Instructions to follow — Set down every entry word for word. Omit the pictures.

Task data —
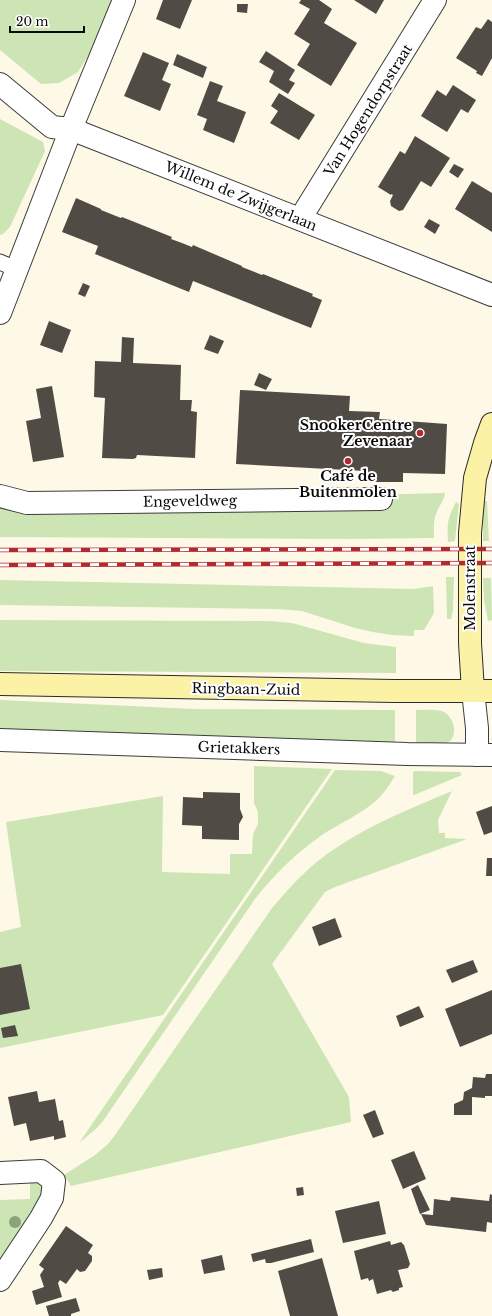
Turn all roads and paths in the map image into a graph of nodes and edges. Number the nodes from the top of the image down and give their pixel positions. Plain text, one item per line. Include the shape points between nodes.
1 (124, 0) edge
2 (435, 0) edge
3 (0, 84) edge
4 (71, 129) junction
5 (300, 219) junction
6 (8, 266) edge
7 (492, 295) edge
8 (0, 313) edge
9 (492, 424) edge
10 (0, 496) edge
11 (381, 499) dead end
12 (0, 684) edge
13 (482, 691) edge
14 (0, 740) edge
15 (484, 755) edge
16 (0, 1173) edge
17 (0, 1280) edge

1 - 4 street
2 - 5 street, Van Hogendorpstraat
3 - 4 street, Willem de Zwijgerlaan via 52,127
4 - 5 street, Willem de Zwijgerlaan
4 - 6 street
5 - 7 street, Willem de Zwijgerlaan
6 - 8 street
9 - 13 street, Molenstraat via 476,478 470,533 470,643
10 - 11 street, Engeveldweg via 27,503
12 - 13 street, Ringbaan-Zuid
13 - 15 street, Molenstraat via 477,728
14 - 15 street, Grietakkers
16 - 17 street via 41,1171 54,1181 52,1198

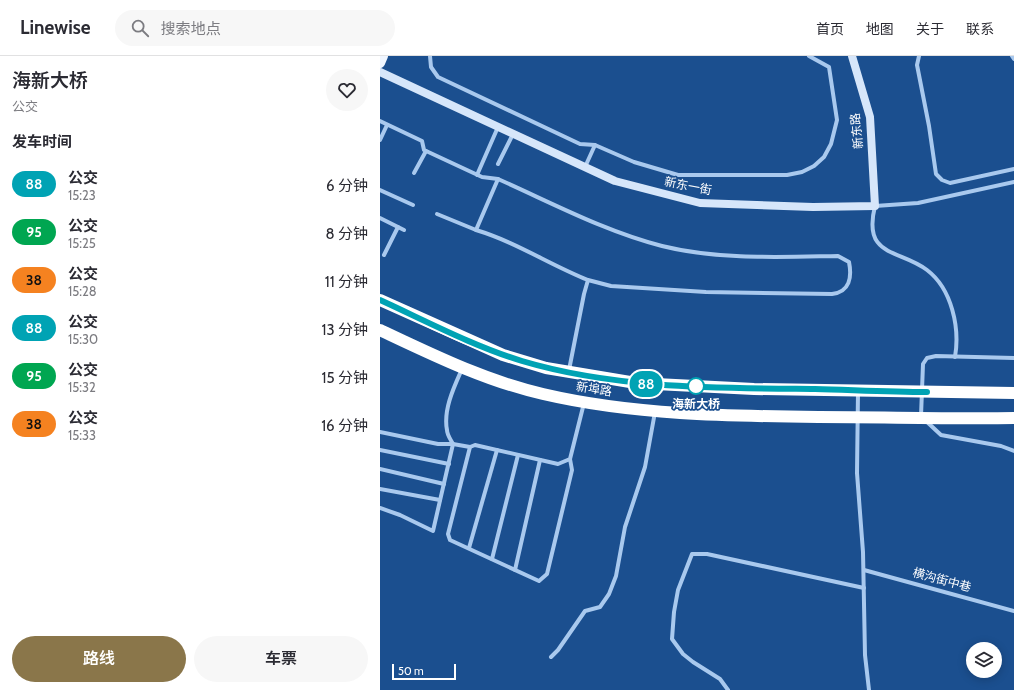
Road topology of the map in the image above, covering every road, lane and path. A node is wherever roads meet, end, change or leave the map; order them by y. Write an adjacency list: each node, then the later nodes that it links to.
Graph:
1 (383, 56): 8 (main road)
2 (430, 56): 15 (street)
3 (810, 56): 15 (street)
4 (852, 56): 26 (street, 新东路)
5 (919, 56): 19 (street)
6 (1012, 56): 7 (street)
7 (1014, 59)
8 (380, 63)
9 (380, 72): 12 (street, 新东一街)
10 (380, 121): 11 (street)
11 (387, 125): 14 (street); 16 (street)
12 (498, 127): 13 (street, 新东一街); 21 (street)
13 (513, 134): 17 (street); 18 (street, 新东一街)
14 (380, 140)
15 (596, 145): 18 (street)
16 (426, 150): 20 (street); 21 (street)
17 (498, 164)
18 (585, 167): 26 (street, 新东一街)
19 (1014, 170)
20 (414, 173)
21 (477, 175): 22 (street)
22 (498, 179): 32 (street); 34 (street)
23 (1014, 182): 26 (street, 新东一街)
24 (380, 190): 25 (street)
25 (413, 205)
26 (875, 206): 37 (street)
27 (437, 214): 32 (street)
28 (381, 219): 29 (street); 30 (street)
29 (380, 224)
30 (398, 227): 31 (street); 33 (street)
31 (404, 230)
32 (476, 230): 34 (street)
33 (384, 255)
34 (588, 280): 40 (street)
35 (380, 300): 40 (highway, 新埠路)
36 (380, 330): 39 (highway, 新埠路)
37 (955, 356): 38 (street); 42 (street)
38 (1014, 358)
39 (462, 368): 44 (highway, 新埠路); 50 (street)
40 (568, 372): 41 (highway, 新埠路)
41 (858, 390): 42 (highway, 新埠路); 46 (street)
42 (924, 392): 43 (highway, 新埠路); 47 (street)
43 (1014, 394)
44 (584, 403): 45 (highway, 新埠路); 56 (street)
45 (655, 411): 46 (highway, 新埠路); 70 (street)
46 (858, 417): 47 (highway, 新埠路); 67 (street)
47 (921, 417): 48 (highway, 新埠路); 54 (street)
48 (1014, 418)
49 (380, 432): 50 (street)
50 (453, 444): 51 (street); 58 (street)
51 (470, 447): 53 (street); 64 (street)
52 (380, 450): 58 (street)
53 (497, 450): 55 (street); 64 (street)
54 (1014, 450)
55 (518, 455): 57 (street); 65 (street)
56 (570, 459): 57 (street); 66 (street)
57 (540, 460): 66 (street)
58 (449, 464): 60 (street)
59 (380, 469): 60 (street)
60 (444, 484): 62 (street)
61 (380, 489): 62 (street)
62 (440, 500): 63 (street)
63 (380, 508)
64 (469, 548): 65 (street)
65 (492, 559): 66 (street)
66 (515, 570)
67 (864, 570): 68 (street); 69 (street, 横沟街中巷)
68 (864, 588): 71 (street); 72 (street)
69 (1014, 611)
70 (551, 657)
71 (728, 690)
72 (869, 690)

Exercise result —
Turn all roads and paths in the map image into a graph of nodes and edges. Number the nodes from the top of the image down and give their pixel positions. Plain text, one item per line. Include the shape points between nodes.
1 (124, 0) edge
2 (435, 0) edge
3 (0, 84) edge
4 (71, 129) junction
5 (300, 219) junction
6 (8, 266) edge
7 (492, 295) edge
8 (0, 313) edge
9 (492, 424) edge
10 (0, 496) edge
11 (381, 499) dead end
12 (0, 684) edge
13 (482, 691) edge
14 (0, 740) edge
15 (484, 755) edge
16 (0, 1173) edge
17 (0, 1280) edge

1 - 4 street
2 - 5 street, Van Hogendorpstraat
3 - 4 street, Willem de Zwijgerlaan via 52,127
4 - 5 street, Willem de Zwijgerlaan
4 - 6 street
5 - 7 street, Willem de Zwijgerlaan
6 - 8 street
9 - 13 street, Molenstraat via 476,478 470,533 470,643
10 - 11 street, Engeveldweg via 27,503
12 - 13 street, Ringbaan-Zuid
13 - 15 street, Molenstraat via 477,728
14 - 15 street, Grietakkers
16 - 17 street via 41,1171 54,1181 52,1198

Road topology of the map in the image above, covering every road, lane and path. A node is wherever roads meet, end, change or leave the map; order them by y. Write an adjacency list: each node, then the later nodes that it links to.
Graph:
1 (383, 56): 8 (main road)
2 (430, 56): 15 (street)
3 (810, 56): 15 (street)
4 (852, 56): 26 (street, 新东路)
5 (919, 56): 19 (street)
6 (1012, 56): 7 (street)
7 (1014, 59)
8 (380, 63)
9 (380, 72): 12 (street, 新东一街)
10 (380, 121): 11 (street)
11 (387, 125): 14 (street); 16 (street)
12 (498, 127): 13 (street, 新东一街); 21 (street)
13 (513, 134): 17 (street); 18 (street, 新东一街)
14 (380, 140)
15 (596, 145): 18 (street)
16 (426, 150): 20 (street); 21 (street)
17 (498, 164)
18 (585, 167): 26 (street, 新东一街)
19 (1014, 170)
20 (414, 173)
21 (477, 175): 22 (street)
22 (498, 179): 32 (street); 34 (street)
23 (1014, 182): 26 (street, 新东一街)
24 (380, 190): 25 (street)
25 (413, 205)
26 (875, 206): 37 (street)
27 (437, 214): 32 (street)
28 (381, 219): 29 (street); 30 (street)
29 (380, 224)
30 (398, 227): 31 (street); 33 (street)
31 (404, 230)
32 (476, 230): 34 (street)
33 (384, 255)
34 (588, 280): 40 (street)
35 (380, 300): 40 (highway, 新埠路)
36 (380, 330): 39 (highway, 新埠路)
37 (955, 356): 38 (street); 42 (street)
38 (1014, 358)
39 (462, 368): 44 (highway, 新埠路); 50 (street)
40 (568, 372): 41 (highway, 新埠路)
41 (858, 390): 42 (highway, 新埠路); 46 (street)
42 (924, 392): 43 (highway, 新埠路); 47 (street)
43 (1014, 394)
44 (584, 403): 45 (highway, 新埠路); 56 (street)
45 (655, 411): 46 (highway, 新埠路); 70 (street)
46 (858, 417): 47 (highway, 新埠路); 67 (street)
47 (921, 417): 48 (highway, 新埠路); 54 (street)
48 (1014, 418)
49 (380, 432): 50 (street)
50 (453, 444): 51 (street); 58 (street)
51 (470, 447): 53 (street); 64 (street)
52 (380, 450): 58 (street)
53 (497, 450): 55 (street); 64 (street)
54 (1014, 450)
55 (518, 455): 57 (street); 65 (street)
56 (570, 459): 57 (street); 66 (street)
57 (540, 460): 66 (street)
58 (449, 464): 60 (street)
59 (380, 469): 60 (street)
60 (444, 484): 62 (street)
61 (380, 489): 62 (street)
62 (440, 500): 63 (street)
63 (380, 508)
64 (469, 548): 65 (street)
65 (492, 559): 66 (street)
66 (515, 570)
67 (864, 570): 68 (street); 69 (street, 横沟街中巷)
68 (864, 588): 71 (street); 72 (street)
69 (1014, 611)
70 (551, 657)
71 (728, 690)
72 (869, 690)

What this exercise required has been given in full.